Exactly as they appear, copy the lines from the start of the entries below to the line containing "Digitize the connectivity of every", both ends included.

[Stored data]

■ ■ ■

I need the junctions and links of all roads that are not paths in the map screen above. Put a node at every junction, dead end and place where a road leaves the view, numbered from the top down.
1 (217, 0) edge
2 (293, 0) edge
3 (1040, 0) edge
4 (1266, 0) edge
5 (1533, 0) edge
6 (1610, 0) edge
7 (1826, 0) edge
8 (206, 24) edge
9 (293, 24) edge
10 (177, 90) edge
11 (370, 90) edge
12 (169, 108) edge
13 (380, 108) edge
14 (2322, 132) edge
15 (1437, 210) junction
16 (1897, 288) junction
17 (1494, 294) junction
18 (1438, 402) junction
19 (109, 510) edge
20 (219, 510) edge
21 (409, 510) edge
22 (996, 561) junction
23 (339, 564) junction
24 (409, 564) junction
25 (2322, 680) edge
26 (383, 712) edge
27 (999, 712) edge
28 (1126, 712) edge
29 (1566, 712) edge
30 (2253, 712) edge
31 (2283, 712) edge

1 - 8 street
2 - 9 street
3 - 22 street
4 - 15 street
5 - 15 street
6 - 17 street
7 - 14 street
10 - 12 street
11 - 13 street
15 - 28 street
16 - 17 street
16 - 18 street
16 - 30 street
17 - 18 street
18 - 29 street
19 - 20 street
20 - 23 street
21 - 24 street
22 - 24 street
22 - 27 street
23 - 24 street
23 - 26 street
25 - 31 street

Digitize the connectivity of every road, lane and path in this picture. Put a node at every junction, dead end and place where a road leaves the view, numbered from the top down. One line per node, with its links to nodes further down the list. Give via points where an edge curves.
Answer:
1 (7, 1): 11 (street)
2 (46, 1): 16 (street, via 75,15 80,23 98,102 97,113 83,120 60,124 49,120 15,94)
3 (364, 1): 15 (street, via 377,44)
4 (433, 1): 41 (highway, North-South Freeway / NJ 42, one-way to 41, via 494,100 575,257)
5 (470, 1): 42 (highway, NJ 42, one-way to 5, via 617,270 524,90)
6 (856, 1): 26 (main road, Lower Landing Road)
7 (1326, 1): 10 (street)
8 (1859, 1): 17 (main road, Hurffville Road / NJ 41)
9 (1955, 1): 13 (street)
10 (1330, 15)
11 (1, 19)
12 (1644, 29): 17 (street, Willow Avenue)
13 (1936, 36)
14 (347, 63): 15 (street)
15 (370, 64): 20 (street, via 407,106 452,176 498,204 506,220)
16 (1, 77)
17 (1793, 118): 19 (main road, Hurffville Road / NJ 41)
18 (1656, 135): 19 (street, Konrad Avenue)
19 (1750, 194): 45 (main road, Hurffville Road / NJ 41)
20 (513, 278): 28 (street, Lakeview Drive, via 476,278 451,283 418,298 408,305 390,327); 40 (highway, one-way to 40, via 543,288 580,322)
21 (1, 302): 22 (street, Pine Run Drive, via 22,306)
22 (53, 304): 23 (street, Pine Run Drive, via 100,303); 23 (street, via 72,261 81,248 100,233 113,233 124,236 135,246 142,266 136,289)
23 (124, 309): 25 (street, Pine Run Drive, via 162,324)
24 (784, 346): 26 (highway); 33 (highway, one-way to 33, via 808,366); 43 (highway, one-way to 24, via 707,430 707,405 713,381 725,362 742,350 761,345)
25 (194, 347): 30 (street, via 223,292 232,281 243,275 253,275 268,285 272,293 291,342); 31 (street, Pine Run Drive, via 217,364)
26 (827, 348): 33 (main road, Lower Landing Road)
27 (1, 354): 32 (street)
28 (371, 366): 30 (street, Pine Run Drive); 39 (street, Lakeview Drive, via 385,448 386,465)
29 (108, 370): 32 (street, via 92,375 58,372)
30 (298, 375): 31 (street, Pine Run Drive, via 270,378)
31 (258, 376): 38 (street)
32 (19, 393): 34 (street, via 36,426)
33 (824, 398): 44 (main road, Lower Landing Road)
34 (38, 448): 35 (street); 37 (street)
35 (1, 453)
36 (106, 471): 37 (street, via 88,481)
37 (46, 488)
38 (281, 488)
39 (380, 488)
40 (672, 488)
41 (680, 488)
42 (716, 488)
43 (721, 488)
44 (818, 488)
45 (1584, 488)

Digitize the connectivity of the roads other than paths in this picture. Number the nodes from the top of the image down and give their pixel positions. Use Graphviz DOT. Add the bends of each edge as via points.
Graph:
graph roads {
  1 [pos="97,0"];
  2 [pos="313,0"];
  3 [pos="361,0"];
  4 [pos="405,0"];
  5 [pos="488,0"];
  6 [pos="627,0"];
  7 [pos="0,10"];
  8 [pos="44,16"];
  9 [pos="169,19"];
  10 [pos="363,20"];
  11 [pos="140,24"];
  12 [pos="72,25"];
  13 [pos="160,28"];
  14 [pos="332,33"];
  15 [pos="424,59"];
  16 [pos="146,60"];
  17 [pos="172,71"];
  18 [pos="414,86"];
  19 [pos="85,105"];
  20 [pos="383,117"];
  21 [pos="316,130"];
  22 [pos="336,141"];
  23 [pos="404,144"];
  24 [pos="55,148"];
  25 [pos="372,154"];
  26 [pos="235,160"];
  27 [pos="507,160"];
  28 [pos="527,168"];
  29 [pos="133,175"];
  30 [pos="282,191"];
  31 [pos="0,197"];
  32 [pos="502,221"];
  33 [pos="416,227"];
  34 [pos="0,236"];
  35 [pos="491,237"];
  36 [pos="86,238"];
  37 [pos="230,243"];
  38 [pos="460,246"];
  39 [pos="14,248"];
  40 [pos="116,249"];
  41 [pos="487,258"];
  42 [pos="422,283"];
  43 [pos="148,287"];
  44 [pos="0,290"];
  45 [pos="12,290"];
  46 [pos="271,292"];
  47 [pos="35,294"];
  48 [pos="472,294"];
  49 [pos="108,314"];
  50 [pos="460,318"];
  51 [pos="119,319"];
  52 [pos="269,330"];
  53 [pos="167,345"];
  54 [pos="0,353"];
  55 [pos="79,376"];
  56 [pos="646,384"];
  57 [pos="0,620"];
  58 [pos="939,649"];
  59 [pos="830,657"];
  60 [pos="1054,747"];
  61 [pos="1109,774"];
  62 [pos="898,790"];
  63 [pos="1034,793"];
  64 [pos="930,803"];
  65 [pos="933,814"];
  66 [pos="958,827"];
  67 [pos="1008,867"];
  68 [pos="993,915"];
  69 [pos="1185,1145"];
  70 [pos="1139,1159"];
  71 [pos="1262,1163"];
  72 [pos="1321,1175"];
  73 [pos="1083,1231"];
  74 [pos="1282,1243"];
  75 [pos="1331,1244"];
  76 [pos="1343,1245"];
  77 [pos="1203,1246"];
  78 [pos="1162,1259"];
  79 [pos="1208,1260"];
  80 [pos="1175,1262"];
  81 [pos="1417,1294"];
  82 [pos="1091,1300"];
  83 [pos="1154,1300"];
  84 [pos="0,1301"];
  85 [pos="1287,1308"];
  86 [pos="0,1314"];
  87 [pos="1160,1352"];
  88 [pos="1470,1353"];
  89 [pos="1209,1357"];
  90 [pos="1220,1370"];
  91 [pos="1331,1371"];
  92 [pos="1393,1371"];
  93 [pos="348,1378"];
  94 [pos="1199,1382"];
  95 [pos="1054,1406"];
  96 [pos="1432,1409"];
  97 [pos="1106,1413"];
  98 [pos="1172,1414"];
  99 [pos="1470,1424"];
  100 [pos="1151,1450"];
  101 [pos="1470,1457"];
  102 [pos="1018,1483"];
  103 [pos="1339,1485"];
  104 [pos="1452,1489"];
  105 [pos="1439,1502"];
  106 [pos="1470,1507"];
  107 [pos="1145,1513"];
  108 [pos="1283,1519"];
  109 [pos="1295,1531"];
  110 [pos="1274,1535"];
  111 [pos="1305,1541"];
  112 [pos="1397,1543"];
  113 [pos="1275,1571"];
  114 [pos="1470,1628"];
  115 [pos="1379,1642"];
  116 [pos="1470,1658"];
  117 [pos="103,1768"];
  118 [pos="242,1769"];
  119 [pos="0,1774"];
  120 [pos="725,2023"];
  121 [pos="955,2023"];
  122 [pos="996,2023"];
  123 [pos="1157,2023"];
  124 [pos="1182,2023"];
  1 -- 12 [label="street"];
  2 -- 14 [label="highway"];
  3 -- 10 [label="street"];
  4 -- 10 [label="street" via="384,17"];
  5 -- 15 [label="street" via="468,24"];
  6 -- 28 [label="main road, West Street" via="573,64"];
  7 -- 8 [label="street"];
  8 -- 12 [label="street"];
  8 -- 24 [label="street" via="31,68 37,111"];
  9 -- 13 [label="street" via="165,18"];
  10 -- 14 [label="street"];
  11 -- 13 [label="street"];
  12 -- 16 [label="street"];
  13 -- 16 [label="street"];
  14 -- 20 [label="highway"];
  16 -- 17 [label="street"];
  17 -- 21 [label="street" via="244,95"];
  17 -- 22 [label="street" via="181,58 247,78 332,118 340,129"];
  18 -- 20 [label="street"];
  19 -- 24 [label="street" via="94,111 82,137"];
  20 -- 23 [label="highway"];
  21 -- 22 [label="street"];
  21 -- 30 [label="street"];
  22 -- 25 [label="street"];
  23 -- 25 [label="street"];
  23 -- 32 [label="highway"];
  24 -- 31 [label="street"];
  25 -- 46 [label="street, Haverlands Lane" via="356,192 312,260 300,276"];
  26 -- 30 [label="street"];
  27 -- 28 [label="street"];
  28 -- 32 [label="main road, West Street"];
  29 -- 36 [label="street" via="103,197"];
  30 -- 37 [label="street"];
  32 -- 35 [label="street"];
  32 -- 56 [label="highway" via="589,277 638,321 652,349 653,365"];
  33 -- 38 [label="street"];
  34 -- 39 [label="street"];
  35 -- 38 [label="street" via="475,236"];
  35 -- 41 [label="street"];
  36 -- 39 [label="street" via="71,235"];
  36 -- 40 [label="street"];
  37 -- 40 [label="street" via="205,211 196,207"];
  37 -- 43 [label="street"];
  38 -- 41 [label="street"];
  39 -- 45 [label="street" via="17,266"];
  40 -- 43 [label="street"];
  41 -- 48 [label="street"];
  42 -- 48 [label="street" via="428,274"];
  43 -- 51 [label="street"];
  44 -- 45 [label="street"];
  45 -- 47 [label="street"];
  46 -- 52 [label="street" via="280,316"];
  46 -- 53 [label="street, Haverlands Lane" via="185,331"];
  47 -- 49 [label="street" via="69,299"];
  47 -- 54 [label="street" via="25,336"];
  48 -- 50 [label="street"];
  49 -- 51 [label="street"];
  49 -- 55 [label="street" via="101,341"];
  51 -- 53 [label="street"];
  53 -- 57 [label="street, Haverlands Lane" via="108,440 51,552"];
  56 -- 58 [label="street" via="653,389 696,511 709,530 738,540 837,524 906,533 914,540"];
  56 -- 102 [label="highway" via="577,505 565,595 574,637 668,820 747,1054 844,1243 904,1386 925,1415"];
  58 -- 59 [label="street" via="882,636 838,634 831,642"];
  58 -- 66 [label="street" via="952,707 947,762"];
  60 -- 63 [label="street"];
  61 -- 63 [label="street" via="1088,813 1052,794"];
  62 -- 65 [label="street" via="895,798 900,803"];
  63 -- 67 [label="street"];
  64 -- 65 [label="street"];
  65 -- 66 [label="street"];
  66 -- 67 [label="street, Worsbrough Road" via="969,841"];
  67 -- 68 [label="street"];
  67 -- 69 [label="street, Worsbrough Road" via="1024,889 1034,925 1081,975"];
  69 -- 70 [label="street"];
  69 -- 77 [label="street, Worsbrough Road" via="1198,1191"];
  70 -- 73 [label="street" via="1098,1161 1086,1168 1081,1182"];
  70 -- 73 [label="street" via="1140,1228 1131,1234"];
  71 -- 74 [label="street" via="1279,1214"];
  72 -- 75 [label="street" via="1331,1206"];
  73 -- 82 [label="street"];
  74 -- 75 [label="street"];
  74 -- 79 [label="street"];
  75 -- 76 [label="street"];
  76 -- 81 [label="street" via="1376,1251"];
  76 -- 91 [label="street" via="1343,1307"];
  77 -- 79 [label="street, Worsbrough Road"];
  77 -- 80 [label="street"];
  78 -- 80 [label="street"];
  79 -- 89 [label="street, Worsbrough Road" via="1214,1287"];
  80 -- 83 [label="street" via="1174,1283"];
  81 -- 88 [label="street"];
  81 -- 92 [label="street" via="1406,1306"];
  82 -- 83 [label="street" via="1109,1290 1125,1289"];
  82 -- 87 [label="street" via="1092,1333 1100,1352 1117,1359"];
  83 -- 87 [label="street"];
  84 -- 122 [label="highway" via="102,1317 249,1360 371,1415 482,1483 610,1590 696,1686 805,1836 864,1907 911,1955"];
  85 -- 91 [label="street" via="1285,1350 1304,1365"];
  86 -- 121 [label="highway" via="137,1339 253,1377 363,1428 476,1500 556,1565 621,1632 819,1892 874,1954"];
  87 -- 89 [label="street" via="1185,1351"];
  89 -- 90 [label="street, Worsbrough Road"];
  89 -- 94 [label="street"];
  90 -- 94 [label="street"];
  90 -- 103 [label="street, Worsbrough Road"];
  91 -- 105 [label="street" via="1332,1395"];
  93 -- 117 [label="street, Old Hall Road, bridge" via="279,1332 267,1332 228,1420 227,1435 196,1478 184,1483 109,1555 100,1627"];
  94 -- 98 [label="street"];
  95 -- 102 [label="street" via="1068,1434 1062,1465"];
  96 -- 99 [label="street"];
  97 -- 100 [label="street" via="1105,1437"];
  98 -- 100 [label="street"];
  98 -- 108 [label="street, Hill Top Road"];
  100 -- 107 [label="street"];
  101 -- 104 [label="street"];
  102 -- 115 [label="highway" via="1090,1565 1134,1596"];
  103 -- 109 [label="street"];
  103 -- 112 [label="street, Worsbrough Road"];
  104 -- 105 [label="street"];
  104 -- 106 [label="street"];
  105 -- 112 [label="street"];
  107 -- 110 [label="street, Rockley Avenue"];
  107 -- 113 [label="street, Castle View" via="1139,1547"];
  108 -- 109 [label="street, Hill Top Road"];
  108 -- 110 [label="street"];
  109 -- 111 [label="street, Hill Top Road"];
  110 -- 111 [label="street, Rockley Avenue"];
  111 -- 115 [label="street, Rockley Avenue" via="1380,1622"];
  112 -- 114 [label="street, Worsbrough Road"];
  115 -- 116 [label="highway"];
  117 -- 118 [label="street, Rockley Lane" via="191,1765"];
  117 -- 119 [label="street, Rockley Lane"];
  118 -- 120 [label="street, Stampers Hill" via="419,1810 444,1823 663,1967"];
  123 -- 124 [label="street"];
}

■ ■ ■

[Task solution]:
I need the junctions and links of all roads that are not paths in the map screen above. Put a node at every junction, dead end and place where a road leaves the view, numbered from the top down.
1 (217, 0) edge
2 (293, 0) edge
3 (1040, 0) edge
4 (1266, 0) edge
5 (1533, 0) edge
6 (1610, 0) edge
7 (1826, 0) edge
8 (206, 24) edge
9 (293, 24) edge
10 (177, 90) edge
11 (370, 90) edge
12 (169, 108) edge
13 (380, 108) edge
14 (2322, 132) edge
15 (1437, 210) junction
16 (1897, 288) junction
17 (1494, 294) junction
18 (1438, 402) junction
19 (109, 510) edge
20 (219, 510) edge
21 (409, 510) edge
22 (996, 561) junction
23 (339, 564) junction
24 (409, 564) junction
25 (2322, 680) edge
26 (383, 712) edge
27 (999, 712) edge
28 (1126, 712) edge
29 (1566, 712) edge
30 (2253, 712) edge
31 (2283, 712) edge

1 - 8 street
2 - 9 street
3 - 22 street
4 - 15 street
5 - 15 street
6 - 17 street
7 - 14 street
10 - 12 street
11 - 13 street
15 - 28 street
16 - 17 street
16 - 18 street
16 - 30 street
17 - 18 street
18 - 29 street
19 - 20 street
20 - 23 street
21 - 24 street
22 - 24 street
22 - 27 street
23 - 24 street
23 - 26 street
25 - 31 street

Digitize the connectivity of every road, lane and path in this picture. Put a node at every junction, dead end and place where a road leaves the view, numbered from the top down. One line per node, with its links to nodes further down the list. Give via points where an edge curves.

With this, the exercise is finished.